Output, please, exactly those lines of the listing that come before the line with "pinky pip: (159, 201)", along with that line itself.

* _Provided records_:
Segment Open

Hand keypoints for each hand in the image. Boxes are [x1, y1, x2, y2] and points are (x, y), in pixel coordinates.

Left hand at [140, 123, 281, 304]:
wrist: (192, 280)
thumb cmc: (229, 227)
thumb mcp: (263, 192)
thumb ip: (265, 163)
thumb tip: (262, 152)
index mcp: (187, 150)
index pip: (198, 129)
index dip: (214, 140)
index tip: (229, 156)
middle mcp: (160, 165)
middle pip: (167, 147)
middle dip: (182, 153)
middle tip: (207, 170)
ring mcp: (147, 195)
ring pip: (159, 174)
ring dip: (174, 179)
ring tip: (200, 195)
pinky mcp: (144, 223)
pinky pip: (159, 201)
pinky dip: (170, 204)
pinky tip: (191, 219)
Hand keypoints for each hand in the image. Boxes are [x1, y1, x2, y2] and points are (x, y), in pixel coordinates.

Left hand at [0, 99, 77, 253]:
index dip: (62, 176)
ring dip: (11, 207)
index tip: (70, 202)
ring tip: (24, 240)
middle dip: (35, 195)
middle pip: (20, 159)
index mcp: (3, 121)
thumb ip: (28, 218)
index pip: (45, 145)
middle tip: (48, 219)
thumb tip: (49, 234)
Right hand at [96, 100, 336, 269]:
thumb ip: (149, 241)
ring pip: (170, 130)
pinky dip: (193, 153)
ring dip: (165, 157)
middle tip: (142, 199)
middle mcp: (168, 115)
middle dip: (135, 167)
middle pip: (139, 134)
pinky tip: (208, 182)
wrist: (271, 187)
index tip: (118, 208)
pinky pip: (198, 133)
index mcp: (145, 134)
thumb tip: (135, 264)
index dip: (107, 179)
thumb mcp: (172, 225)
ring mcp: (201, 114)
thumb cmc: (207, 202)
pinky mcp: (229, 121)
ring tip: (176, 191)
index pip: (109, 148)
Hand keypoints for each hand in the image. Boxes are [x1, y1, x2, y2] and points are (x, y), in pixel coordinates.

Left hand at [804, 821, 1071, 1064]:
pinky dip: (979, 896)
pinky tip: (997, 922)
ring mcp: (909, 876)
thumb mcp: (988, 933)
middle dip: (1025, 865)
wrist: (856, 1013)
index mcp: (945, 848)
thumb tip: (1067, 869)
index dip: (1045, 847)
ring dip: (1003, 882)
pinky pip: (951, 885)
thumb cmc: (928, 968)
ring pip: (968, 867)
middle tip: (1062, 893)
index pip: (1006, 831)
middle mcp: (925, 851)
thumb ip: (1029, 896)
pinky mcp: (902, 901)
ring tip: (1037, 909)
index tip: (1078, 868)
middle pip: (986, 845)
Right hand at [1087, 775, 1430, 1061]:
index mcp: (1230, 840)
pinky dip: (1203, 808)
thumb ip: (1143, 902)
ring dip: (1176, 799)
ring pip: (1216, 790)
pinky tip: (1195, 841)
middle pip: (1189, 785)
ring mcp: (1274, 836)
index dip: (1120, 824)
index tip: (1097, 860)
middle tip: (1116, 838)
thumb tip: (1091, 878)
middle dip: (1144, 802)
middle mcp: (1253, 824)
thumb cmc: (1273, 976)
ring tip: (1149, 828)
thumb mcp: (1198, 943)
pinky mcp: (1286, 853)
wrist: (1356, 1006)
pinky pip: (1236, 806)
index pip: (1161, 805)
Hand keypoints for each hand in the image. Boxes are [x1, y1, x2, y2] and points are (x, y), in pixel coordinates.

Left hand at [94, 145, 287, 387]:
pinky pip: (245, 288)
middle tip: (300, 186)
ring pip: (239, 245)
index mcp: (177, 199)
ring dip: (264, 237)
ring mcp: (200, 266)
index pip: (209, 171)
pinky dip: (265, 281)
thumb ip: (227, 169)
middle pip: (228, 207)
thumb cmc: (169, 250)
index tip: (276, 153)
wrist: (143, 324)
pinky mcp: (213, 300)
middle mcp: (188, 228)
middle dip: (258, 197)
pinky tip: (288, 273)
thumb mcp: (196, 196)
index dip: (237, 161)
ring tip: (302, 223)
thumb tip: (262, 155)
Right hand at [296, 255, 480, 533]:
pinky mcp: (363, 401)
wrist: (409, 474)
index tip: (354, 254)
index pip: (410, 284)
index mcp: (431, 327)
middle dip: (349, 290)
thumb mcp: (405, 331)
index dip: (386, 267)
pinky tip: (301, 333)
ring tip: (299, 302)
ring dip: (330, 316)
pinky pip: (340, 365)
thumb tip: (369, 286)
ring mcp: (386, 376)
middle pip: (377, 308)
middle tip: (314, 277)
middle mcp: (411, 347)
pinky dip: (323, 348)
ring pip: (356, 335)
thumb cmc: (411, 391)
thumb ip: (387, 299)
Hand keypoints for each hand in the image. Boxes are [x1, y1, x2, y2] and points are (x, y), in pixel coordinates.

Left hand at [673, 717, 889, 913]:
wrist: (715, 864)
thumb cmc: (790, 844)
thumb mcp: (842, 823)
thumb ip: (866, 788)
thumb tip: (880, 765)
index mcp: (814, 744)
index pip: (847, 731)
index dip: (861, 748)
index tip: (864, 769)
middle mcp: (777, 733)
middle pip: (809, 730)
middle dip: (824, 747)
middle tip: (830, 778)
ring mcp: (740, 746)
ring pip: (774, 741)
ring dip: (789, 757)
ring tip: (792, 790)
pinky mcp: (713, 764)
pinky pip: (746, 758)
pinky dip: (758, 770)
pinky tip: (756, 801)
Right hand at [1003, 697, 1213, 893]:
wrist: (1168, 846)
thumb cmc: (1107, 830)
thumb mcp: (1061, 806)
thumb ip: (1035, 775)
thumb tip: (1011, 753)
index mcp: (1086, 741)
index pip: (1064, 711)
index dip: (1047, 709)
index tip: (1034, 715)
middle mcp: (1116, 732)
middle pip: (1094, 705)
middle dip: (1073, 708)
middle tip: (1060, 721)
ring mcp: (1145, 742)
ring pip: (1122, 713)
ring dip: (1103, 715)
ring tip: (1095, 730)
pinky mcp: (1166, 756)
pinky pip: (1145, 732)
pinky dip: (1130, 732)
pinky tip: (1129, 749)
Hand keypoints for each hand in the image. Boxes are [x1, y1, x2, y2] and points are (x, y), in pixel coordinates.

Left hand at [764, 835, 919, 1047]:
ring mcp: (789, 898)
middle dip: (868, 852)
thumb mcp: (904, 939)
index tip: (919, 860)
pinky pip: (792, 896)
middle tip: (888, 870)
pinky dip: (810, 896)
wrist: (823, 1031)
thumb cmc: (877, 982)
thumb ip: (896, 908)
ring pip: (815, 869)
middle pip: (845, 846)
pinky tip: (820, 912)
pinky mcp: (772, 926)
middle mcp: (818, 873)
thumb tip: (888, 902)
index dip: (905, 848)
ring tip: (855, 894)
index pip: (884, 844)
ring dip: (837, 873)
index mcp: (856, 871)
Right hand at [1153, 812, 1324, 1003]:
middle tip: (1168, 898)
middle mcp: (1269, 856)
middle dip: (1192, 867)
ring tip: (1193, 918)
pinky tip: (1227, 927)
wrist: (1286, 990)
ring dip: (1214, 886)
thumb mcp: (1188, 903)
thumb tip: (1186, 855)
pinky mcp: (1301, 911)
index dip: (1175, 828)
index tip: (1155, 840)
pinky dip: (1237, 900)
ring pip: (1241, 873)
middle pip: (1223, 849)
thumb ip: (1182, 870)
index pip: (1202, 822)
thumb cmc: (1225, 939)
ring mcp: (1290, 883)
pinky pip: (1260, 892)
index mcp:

Segment Closed

* _Answer space_:
Hand keypoints for each hand in the image. Boxes are [x1, y1, x2, y2] and points are (x, y), in pixel coordinates.

Left hand at [140, 123, 281, 304]:
wrist: (192, 280)
thumb cmc: (229, 227)
thumb mcp: (263, 192)
thumb ip: (265, 163)
thumb tip: (262, 152)
index mcp: (187, 150)
index pip: (198, 129)
index dip: (214, 140)
index tip: (229, 156)
middle mcp: (160, 165)
middle pip: (167, 147)
middle dip: (182, 153)
middle tip: (207, 170)
ring mcp: (147, 195)
ring pip: (159, 174)
ring dip: (174, 179)
ring tip: (200, 195)
pinky mcp: (144, 223)
pinky pip: (159, 201)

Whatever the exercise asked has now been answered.